> **DATA EXTRACTS**:
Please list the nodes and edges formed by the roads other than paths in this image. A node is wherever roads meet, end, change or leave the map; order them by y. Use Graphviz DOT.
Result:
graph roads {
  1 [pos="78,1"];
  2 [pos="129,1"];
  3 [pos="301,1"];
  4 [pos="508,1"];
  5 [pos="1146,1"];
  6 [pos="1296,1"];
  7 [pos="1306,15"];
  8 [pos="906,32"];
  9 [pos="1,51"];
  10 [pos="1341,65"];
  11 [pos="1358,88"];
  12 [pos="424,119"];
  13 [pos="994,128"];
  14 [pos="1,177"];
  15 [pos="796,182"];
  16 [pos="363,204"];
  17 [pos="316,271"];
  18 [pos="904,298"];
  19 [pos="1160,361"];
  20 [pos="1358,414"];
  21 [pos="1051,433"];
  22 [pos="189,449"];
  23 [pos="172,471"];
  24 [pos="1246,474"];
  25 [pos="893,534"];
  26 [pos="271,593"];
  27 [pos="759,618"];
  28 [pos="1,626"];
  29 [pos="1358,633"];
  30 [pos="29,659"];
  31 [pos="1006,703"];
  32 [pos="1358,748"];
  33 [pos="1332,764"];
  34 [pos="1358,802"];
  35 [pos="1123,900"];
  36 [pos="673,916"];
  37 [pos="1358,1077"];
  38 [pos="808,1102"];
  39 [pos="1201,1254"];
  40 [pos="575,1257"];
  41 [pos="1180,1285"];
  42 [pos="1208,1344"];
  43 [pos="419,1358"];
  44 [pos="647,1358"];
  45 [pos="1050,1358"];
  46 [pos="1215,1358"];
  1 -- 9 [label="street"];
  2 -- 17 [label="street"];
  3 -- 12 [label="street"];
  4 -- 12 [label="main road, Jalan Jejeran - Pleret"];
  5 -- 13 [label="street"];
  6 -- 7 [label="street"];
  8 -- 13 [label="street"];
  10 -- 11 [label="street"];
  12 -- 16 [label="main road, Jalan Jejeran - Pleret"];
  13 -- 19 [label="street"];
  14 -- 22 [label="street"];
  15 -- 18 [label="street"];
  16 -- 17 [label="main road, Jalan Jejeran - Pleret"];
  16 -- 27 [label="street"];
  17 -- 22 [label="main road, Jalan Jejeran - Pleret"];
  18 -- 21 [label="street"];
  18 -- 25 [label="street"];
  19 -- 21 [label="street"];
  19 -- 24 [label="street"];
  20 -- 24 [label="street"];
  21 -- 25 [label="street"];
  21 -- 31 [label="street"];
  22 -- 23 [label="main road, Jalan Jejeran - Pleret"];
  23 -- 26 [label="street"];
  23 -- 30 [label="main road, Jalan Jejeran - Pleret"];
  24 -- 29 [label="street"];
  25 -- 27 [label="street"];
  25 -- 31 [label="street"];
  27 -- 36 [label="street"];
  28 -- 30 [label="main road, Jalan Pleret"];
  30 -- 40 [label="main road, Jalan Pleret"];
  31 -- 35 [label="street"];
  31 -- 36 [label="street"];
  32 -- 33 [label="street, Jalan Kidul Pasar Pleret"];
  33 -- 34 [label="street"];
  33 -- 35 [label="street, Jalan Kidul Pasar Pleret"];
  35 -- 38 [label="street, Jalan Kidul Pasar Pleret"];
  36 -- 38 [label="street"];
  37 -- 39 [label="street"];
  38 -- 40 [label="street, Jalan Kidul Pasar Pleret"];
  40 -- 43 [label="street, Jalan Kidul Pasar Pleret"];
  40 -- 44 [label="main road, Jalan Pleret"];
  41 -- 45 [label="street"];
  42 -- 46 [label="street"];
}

--

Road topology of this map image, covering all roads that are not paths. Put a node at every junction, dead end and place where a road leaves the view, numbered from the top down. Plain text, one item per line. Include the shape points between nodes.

--

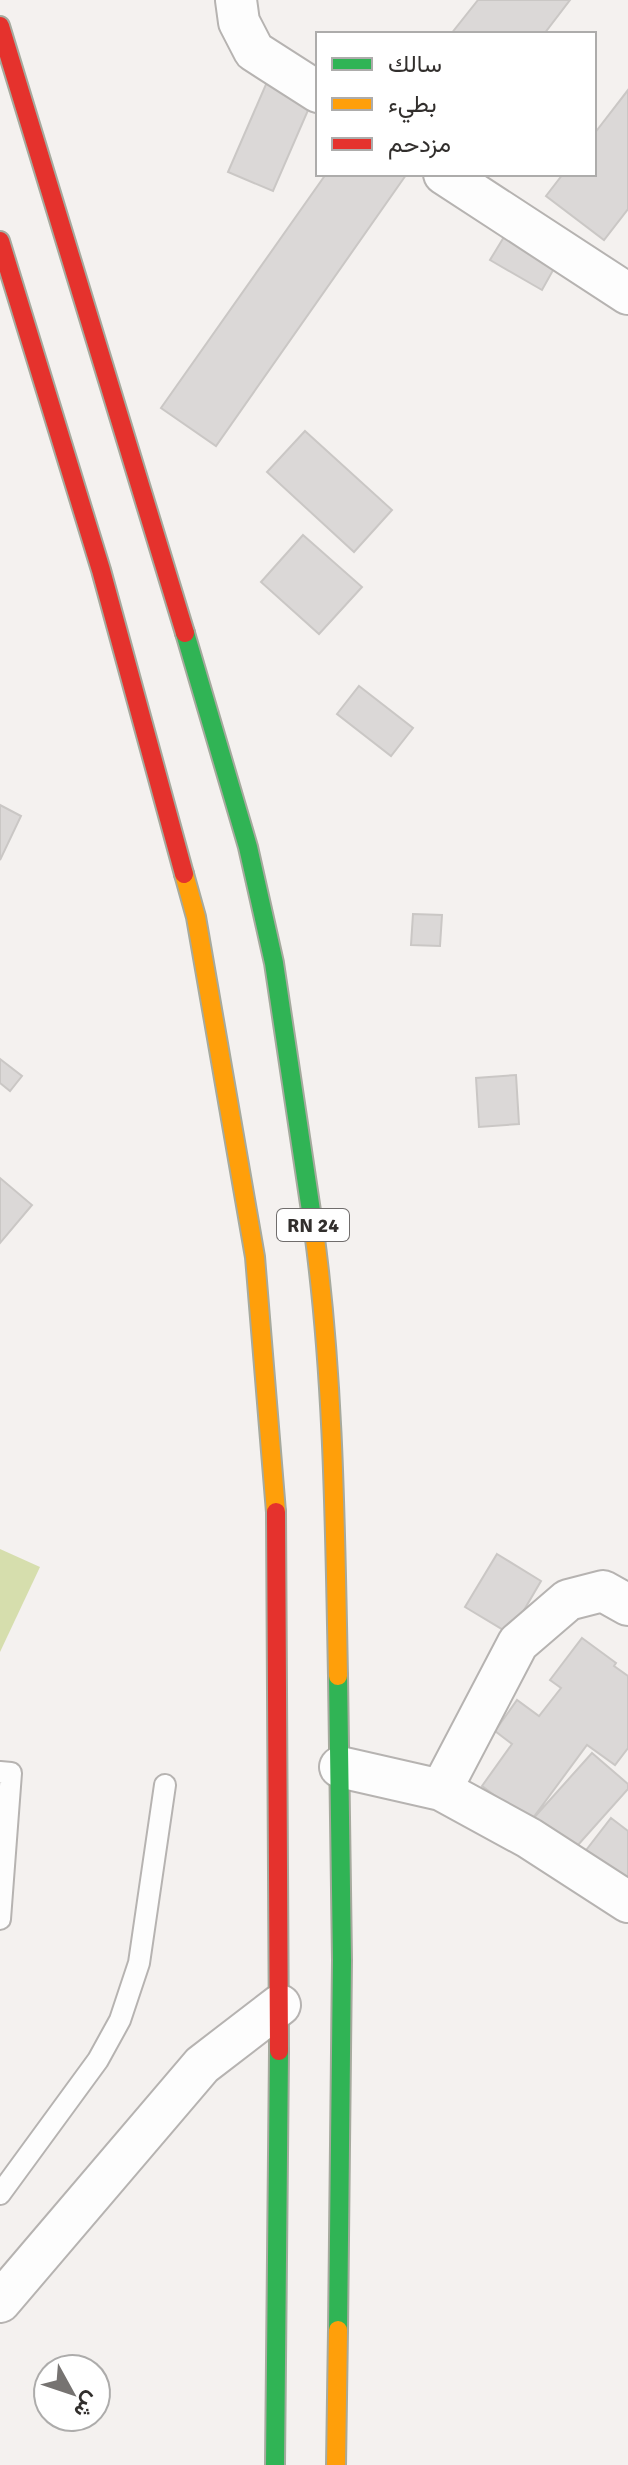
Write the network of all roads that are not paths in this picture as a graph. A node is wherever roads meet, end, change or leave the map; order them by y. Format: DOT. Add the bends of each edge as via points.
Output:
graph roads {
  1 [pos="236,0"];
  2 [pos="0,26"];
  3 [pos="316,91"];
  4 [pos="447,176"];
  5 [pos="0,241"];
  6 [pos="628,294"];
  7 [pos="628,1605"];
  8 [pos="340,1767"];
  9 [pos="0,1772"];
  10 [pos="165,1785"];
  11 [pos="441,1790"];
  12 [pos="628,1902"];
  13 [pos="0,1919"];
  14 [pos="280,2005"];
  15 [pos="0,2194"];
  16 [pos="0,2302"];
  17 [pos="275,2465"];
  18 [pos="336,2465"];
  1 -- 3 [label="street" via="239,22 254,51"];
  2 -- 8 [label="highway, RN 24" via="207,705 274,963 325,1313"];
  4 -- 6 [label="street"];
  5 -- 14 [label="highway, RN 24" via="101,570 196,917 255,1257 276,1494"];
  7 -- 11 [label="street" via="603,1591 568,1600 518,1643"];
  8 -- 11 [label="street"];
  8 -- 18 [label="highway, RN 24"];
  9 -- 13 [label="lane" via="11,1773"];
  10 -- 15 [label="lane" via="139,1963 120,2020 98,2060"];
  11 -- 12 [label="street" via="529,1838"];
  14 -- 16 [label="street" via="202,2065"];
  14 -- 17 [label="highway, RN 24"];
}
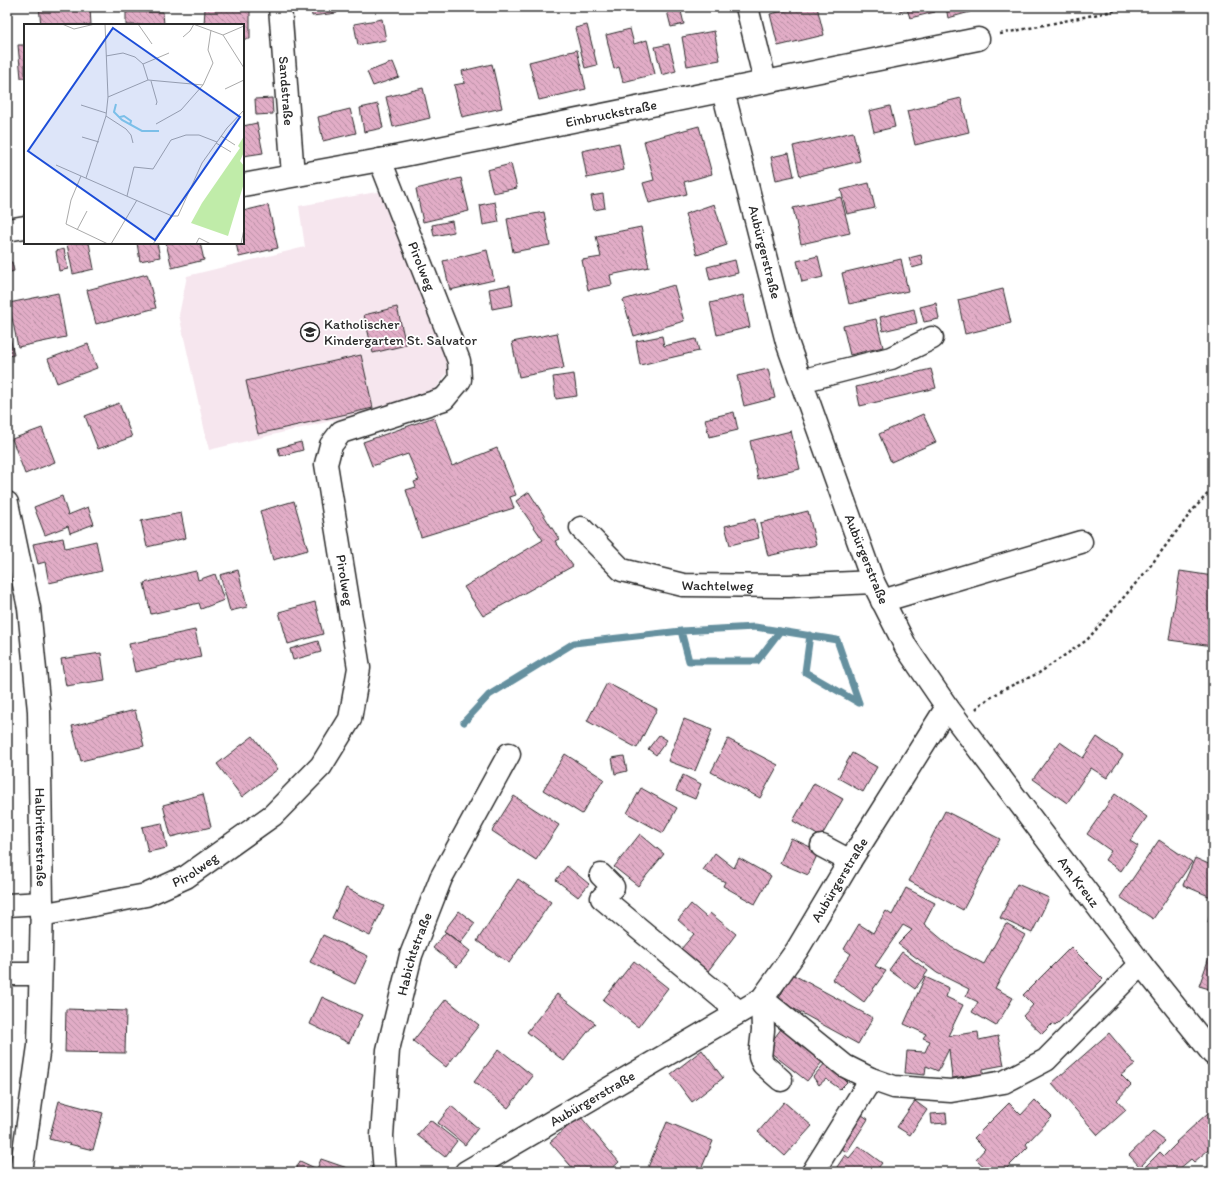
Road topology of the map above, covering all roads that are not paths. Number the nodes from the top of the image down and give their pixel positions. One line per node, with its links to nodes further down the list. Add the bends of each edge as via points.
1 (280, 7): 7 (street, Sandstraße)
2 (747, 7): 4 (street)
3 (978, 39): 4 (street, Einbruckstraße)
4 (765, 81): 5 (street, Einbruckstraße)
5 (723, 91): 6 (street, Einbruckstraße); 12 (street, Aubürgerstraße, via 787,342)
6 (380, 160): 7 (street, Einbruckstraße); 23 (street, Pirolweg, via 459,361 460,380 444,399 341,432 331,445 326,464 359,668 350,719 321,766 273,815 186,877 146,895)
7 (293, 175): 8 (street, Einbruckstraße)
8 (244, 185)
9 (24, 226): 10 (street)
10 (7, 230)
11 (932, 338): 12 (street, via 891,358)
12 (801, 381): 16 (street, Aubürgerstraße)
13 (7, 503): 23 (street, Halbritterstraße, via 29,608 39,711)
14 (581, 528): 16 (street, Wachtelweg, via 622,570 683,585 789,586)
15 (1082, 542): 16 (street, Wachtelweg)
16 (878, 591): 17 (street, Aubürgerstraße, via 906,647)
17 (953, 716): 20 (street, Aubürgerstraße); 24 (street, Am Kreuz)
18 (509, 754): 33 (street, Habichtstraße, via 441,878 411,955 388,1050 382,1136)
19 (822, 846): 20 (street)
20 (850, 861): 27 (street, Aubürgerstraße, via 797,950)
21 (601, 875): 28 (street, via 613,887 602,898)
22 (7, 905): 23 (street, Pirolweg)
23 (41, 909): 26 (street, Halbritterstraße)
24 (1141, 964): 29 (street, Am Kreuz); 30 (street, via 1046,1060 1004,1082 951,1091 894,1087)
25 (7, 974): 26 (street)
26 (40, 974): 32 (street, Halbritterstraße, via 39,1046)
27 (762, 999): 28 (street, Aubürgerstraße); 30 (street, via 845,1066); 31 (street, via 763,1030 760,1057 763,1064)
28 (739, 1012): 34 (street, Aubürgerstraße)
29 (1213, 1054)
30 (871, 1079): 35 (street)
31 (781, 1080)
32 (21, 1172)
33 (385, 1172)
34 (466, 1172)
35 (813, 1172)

> **INSTRUCTIONS TO FOLLOW**: Show all lines in the records above that hold "order".

> **OUTPUT FOR THIS TASK**:
Please list the nodes and edges formed by the roads other than paths in this image. A node is wherever roads meet, end, change or leave the map; order them by y. Use Graphviz DOT.
Write the network of all roads that are not paths in this picture as a graph. A node is wherever roads meet, end, change or leave the map; order them by y. Format: DOT. Add the bends of each edge as via points.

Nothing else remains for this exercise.